House Democrats want OPM, OMB to halt plans to collect federal worker health data
House Democrats are calling on the Trump administration to halt plans to collect health data about federal workers from insurance companies, arguing the sensitive information could be used to target employees seeking care it disagrees with.
The letter to Office of Personnel Management Director Scott Kupor and White House Office of Management and Budget Director Russell Vought was dated Friday and focuses on a notice for comment about the collection published by OPM in December, per a copy shared with FedScoop.
That information collection request called for comments on OPM’s plans to collect service use and cost data from carriers that work with two health care programs that serve federal workers and their families: Federal Employees Health Benefits (FEHB) and Postal Service Health Benefits (PSHB). That would include “medical claims, pharmacy claims, encounter data, and provider data.”
While OPM said in that posting that the data would be used to oversee the plans and ensure their quality, the lawmakers argue the Trump administration is not requiring insurers to anonymize the data and expressed concerns that it could use the detailed health information against the more than 8 million Americans that receive benefits via those programs.
Specifically, the lawmakers said that information “could use this data to target federal employees who have accessed abortion care, contraceptives, in vitro fertilization (IVF), gender-affirming care, pre-exposure prophylaxis (PrEP) for the prevention of HIV, or any other health care services targeted by Republicans.”
Spokespeople for OPM and OMB didn’t immediately respond to a FedScoop request for comment on the letter.
The communication was led by Rep. Robert Garcia, D-Calif., ranking member of the Committee on Oversight and Government Reform, and nine other Democratic lawmakers. The other signatories include Reps. Raja Krishnamoorthi, Ill., ranking member of the Subcommittee on Health Care and Financial Services, as well as Steny Hoyer, Md., and Don Beyer, Va.
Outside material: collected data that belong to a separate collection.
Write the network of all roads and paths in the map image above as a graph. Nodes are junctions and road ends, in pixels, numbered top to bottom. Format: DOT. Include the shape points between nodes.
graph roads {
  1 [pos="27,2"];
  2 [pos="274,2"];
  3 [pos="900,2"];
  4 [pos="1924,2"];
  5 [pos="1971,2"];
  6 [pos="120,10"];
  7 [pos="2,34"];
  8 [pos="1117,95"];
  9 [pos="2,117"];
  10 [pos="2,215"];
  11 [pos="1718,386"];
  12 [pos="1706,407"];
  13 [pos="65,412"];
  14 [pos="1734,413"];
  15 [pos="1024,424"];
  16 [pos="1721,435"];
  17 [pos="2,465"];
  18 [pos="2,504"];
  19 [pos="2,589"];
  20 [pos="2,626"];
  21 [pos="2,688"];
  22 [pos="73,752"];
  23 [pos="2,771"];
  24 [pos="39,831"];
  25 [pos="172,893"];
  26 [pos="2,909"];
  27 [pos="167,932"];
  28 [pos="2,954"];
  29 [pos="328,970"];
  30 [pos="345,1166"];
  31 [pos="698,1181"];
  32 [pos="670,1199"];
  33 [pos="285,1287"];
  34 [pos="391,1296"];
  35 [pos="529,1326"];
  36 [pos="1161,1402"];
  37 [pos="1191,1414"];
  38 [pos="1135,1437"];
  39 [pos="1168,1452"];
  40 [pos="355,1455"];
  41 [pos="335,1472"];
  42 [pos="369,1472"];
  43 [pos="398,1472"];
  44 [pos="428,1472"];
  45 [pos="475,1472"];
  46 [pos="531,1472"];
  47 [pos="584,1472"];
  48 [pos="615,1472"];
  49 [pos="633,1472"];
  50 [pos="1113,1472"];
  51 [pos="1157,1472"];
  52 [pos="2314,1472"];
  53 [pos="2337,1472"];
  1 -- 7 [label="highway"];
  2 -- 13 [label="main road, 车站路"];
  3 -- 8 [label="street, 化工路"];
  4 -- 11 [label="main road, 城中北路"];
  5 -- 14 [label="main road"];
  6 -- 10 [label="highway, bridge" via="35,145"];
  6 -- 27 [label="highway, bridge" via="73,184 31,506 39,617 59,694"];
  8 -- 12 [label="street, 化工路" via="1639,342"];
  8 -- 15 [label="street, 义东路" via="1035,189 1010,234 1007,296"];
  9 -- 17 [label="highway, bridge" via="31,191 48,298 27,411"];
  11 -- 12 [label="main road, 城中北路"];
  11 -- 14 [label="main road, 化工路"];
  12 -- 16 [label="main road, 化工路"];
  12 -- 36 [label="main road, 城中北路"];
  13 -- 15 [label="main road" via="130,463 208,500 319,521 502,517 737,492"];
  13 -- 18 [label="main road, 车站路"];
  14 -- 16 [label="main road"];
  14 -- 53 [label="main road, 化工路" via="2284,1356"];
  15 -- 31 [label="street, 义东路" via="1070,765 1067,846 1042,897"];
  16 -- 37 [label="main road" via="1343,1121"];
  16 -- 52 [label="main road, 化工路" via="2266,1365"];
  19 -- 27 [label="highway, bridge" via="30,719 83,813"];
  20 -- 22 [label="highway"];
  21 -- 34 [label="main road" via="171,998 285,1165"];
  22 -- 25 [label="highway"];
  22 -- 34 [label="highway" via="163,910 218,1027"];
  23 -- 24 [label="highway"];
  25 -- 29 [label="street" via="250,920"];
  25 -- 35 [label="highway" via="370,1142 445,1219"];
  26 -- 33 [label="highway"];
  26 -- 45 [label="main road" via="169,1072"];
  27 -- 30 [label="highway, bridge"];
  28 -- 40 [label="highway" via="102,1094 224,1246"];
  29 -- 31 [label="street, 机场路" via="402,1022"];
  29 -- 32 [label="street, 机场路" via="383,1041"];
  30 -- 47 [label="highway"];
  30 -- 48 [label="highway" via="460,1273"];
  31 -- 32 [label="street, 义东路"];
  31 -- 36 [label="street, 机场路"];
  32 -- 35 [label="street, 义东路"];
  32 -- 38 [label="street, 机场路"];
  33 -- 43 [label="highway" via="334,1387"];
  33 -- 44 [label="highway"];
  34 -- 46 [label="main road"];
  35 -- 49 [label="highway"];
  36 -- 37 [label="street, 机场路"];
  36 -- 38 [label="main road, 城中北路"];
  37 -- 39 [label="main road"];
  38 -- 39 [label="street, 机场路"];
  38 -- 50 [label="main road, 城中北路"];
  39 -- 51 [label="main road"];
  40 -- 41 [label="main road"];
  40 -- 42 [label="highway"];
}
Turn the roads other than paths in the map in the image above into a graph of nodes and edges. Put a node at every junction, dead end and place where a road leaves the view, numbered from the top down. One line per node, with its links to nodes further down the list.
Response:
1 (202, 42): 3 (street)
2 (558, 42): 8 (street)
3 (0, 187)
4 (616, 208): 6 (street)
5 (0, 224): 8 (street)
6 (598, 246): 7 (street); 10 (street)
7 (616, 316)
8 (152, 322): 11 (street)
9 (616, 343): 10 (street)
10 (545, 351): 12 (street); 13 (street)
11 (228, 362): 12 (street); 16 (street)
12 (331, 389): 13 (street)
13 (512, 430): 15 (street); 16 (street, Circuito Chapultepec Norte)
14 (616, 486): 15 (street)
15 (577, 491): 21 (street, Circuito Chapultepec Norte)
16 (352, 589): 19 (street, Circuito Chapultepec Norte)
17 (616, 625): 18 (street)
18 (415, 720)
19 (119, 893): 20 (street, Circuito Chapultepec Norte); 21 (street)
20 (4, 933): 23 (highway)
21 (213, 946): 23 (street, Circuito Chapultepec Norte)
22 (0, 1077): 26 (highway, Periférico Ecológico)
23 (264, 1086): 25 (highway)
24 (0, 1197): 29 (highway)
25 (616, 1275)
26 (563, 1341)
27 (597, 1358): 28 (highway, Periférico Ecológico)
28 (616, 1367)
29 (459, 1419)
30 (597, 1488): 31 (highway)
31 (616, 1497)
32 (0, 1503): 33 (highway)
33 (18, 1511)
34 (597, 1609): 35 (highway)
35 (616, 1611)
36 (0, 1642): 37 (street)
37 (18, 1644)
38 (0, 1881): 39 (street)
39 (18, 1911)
In addition to halting efforts to collect the data, the lawmakers also called for a briefing on the decision.
Despite the December posting stating that the Health Insurance Portability and Accountability Act of 1996 (HIPAA) permits the carriers to disclose protected health information to health oversight agencies, the lawmakers said that impacted insurers have raised concerns about complying with the health privacy law. According to the letter, HIPAA allows health care entities to share personal information “only when the justification is ‘reasonable’ or ‘necessary,’ and requires that insurers provide only the minimum information necessary.”
They cited a comment from CVS that the request from OPM “raises substantial HIPAA compliance issues,” as well as a comment from the Association of Federal Health Organizations, that similarly stated the “collection raises significant HIPAA privacy and security rule compliance concerns.” Per the letter, 65 carriers provide coverage through the two programs.
Under President Donald Trump, the federal workforce has faced dramatic upheaval, including terminations, reductions-in-force, and incentivized resignation programs. Since the beginning of the Trump administration, the federal government is down 271,825 workers, according to figures from February — the most recent timeframe from OPM available at the time of publication.
Those policies have left the workforce feeling unduly villainized and “justifiably fearful” that information held by OPM could be weaponized against them, the lawmakers said.
The lawmakers also questioned the ability of OPM to safeguard such information, citing an infamous 2015 cyberattack against the federal workforce agency that exposed the information of roughly 22.1 million people. They further cited reports of an unknown server that was added to OPM’s networks and claims that Department of Government Efficiency (DOGE) workers sent files from OPM to third-party IP addresses outside the government.
“By collecting data currently held by 65 insurance carriers into one database, expanding OPM’s access to employee data to include detailed personal health information would significantly heighten the risk of misuse, unauthorized disclosure, or exploitation by bad actors,” the lawmakers wrote.
In addition to the House members, the data collection effort has also caught the attention of the American Federation of Government Employees (AFGE). On April 10, the union said it was “deeply alarmed” by the comment request from OPM. AFGE National President Everett Kelley similarly cited the concerns from CVS as well as legal experts, former OPM officials, and insurers.
“AFGE shares those concerns, and we go further. This proposal does not exist in isolation. It comes in the context of coordinated attacks on federal employees and repeated stretching of the legal boundaries for sharing sensitive personal data across government agencies,” Kelley said. “The question of what this administration intends to do with eight million Americans’ most private health information is not academic. It is urgent.”
Kelley, at the time, asked Congress to demand answers.